> _REQUIRED WORK_
Find how many lines of the listing below include the word "Domingo", then report the number by itself.

====================

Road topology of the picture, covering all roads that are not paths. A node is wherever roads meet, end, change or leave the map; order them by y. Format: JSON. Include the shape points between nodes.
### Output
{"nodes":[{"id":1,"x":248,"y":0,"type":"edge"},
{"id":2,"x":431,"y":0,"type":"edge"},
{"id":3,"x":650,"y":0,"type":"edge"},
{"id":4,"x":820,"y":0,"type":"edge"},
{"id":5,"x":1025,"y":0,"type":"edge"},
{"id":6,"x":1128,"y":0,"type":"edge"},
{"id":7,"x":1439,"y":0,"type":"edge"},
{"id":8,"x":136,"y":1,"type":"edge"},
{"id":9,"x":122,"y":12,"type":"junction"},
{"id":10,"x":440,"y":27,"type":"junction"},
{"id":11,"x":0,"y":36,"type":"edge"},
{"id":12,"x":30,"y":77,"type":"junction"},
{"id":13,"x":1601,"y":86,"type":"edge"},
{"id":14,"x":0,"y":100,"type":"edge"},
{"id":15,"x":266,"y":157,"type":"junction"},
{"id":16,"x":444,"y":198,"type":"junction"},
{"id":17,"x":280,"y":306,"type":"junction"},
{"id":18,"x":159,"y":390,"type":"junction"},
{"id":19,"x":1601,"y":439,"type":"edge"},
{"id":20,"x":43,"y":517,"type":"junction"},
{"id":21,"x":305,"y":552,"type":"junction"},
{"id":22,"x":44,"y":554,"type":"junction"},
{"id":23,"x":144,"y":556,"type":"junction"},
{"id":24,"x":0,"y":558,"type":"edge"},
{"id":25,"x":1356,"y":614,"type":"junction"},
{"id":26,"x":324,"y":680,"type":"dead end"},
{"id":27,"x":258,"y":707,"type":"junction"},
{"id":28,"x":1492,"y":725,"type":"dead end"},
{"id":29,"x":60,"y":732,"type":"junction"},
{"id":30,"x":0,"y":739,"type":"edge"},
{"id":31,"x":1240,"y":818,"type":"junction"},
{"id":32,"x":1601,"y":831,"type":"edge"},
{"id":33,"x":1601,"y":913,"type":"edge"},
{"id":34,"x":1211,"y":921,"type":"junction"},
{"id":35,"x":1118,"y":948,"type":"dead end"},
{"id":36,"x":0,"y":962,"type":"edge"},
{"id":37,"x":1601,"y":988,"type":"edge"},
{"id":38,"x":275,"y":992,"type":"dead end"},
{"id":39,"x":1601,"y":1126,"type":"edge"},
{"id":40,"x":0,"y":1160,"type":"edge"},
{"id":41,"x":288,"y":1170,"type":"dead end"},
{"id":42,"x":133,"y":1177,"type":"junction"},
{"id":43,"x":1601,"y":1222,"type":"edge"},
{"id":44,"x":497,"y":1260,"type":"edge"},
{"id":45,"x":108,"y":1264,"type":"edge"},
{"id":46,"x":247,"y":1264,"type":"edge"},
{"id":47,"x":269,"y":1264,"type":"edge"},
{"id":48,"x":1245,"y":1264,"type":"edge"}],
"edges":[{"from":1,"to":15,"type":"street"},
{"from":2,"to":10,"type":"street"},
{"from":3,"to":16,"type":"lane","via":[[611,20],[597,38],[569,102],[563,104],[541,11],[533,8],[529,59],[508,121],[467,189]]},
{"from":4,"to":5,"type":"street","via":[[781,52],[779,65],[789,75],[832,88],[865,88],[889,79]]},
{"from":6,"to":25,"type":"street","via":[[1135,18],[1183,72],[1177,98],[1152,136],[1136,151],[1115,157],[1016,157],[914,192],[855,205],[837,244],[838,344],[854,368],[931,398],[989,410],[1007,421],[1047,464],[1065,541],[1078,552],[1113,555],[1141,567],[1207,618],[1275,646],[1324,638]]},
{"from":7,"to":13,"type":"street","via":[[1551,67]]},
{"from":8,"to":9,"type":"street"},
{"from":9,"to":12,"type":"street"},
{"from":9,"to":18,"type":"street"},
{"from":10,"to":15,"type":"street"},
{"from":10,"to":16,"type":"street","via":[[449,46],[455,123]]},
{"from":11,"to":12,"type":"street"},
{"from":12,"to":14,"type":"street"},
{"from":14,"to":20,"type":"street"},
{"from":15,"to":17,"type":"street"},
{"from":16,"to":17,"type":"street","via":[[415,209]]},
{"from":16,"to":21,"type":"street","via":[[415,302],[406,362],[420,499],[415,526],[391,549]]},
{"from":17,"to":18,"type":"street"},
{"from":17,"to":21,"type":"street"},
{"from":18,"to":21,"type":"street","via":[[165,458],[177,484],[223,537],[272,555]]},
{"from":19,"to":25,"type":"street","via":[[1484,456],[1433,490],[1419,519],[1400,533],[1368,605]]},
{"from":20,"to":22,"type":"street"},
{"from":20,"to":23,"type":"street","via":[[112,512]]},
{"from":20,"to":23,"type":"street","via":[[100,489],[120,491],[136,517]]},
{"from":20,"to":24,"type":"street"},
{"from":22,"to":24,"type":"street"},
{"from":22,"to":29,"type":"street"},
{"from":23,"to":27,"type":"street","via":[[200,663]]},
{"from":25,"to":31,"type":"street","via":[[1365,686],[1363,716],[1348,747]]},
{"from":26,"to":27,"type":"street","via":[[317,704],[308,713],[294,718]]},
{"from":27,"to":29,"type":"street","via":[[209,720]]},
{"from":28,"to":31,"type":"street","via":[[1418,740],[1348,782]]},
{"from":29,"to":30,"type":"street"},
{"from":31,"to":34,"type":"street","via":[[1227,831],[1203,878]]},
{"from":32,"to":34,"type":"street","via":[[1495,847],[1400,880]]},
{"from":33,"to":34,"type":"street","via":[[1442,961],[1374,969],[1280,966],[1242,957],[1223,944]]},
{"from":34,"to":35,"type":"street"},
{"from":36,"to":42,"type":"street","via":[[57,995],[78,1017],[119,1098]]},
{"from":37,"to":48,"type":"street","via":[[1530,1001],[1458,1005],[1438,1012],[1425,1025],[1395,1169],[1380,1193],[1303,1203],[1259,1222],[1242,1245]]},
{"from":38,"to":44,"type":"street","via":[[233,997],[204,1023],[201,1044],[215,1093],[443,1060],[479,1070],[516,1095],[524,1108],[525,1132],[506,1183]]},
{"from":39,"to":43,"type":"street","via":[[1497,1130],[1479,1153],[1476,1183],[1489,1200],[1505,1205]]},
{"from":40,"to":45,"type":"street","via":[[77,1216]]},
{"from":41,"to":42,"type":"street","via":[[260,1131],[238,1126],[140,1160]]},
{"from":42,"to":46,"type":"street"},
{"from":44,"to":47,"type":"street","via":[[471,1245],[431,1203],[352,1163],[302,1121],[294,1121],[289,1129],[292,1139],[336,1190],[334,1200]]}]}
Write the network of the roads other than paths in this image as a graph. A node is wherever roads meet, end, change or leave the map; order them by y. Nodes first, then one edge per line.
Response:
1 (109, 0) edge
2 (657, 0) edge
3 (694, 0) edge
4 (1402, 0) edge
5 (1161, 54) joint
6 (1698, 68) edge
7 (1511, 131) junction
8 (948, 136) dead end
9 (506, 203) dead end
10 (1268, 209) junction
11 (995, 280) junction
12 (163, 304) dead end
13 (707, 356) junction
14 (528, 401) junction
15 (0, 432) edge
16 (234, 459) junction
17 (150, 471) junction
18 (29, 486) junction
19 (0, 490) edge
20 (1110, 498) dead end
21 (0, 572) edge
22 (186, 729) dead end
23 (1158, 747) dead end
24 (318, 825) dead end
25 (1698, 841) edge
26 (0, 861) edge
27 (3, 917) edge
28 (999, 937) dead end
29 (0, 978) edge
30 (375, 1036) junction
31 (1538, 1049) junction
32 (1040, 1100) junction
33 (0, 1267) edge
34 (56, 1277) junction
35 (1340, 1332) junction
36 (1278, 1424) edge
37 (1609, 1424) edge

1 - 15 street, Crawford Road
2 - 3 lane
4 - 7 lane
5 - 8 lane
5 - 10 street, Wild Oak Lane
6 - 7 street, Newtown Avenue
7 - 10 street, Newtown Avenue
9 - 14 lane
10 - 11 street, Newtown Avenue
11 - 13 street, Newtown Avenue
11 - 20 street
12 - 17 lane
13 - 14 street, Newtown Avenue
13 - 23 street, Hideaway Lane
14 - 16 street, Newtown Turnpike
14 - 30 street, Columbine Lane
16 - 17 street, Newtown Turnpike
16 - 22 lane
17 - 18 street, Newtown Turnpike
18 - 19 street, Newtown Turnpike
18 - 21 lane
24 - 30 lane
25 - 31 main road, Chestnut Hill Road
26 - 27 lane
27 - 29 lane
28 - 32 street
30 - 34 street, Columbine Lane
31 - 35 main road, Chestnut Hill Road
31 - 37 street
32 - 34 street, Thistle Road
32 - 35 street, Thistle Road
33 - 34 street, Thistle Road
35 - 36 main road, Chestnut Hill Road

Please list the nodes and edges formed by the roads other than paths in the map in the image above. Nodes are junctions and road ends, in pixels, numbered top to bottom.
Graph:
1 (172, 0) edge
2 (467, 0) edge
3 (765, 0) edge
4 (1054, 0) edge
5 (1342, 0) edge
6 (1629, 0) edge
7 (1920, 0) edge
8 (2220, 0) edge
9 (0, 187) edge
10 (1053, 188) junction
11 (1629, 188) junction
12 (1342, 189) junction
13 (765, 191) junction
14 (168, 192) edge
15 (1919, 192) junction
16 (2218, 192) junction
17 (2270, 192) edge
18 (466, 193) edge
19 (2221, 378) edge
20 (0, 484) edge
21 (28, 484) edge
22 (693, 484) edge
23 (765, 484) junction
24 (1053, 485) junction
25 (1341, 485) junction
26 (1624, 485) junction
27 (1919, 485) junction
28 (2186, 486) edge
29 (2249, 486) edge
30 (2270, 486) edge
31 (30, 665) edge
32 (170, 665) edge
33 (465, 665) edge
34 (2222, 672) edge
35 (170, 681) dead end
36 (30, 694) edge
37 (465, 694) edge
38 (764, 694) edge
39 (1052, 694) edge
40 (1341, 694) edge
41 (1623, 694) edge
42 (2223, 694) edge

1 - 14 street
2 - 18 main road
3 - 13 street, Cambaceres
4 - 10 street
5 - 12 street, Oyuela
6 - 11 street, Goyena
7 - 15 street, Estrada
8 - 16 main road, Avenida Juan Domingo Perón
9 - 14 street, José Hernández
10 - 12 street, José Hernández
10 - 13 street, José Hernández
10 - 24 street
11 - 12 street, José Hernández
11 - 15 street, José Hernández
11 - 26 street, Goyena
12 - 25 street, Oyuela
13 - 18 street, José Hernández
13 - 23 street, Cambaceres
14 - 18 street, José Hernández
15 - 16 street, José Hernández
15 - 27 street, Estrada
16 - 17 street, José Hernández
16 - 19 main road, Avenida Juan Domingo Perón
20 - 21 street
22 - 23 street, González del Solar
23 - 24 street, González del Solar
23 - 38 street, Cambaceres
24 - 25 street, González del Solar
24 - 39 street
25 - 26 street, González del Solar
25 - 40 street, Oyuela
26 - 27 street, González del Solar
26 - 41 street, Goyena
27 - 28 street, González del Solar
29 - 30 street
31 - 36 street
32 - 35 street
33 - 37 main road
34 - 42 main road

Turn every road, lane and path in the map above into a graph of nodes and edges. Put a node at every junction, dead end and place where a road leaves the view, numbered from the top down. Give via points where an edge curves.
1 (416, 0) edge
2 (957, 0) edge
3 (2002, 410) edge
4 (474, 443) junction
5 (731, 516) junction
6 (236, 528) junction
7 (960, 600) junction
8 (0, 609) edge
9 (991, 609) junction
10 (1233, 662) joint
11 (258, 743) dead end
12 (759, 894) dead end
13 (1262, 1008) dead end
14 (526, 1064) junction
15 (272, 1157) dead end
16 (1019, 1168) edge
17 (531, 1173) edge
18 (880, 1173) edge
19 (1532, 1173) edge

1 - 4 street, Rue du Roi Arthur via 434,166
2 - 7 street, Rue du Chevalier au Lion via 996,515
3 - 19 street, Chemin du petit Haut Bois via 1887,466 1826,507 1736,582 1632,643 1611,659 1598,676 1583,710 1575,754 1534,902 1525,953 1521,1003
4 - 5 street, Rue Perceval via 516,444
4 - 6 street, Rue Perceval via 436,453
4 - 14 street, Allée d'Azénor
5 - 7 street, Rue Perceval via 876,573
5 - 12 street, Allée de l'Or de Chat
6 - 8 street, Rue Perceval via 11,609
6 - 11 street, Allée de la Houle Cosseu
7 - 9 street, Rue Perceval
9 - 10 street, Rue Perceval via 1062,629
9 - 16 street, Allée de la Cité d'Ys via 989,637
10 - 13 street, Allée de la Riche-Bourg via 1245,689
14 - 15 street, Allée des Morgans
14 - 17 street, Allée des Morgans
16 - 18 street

====================

> _OUTPUT_
2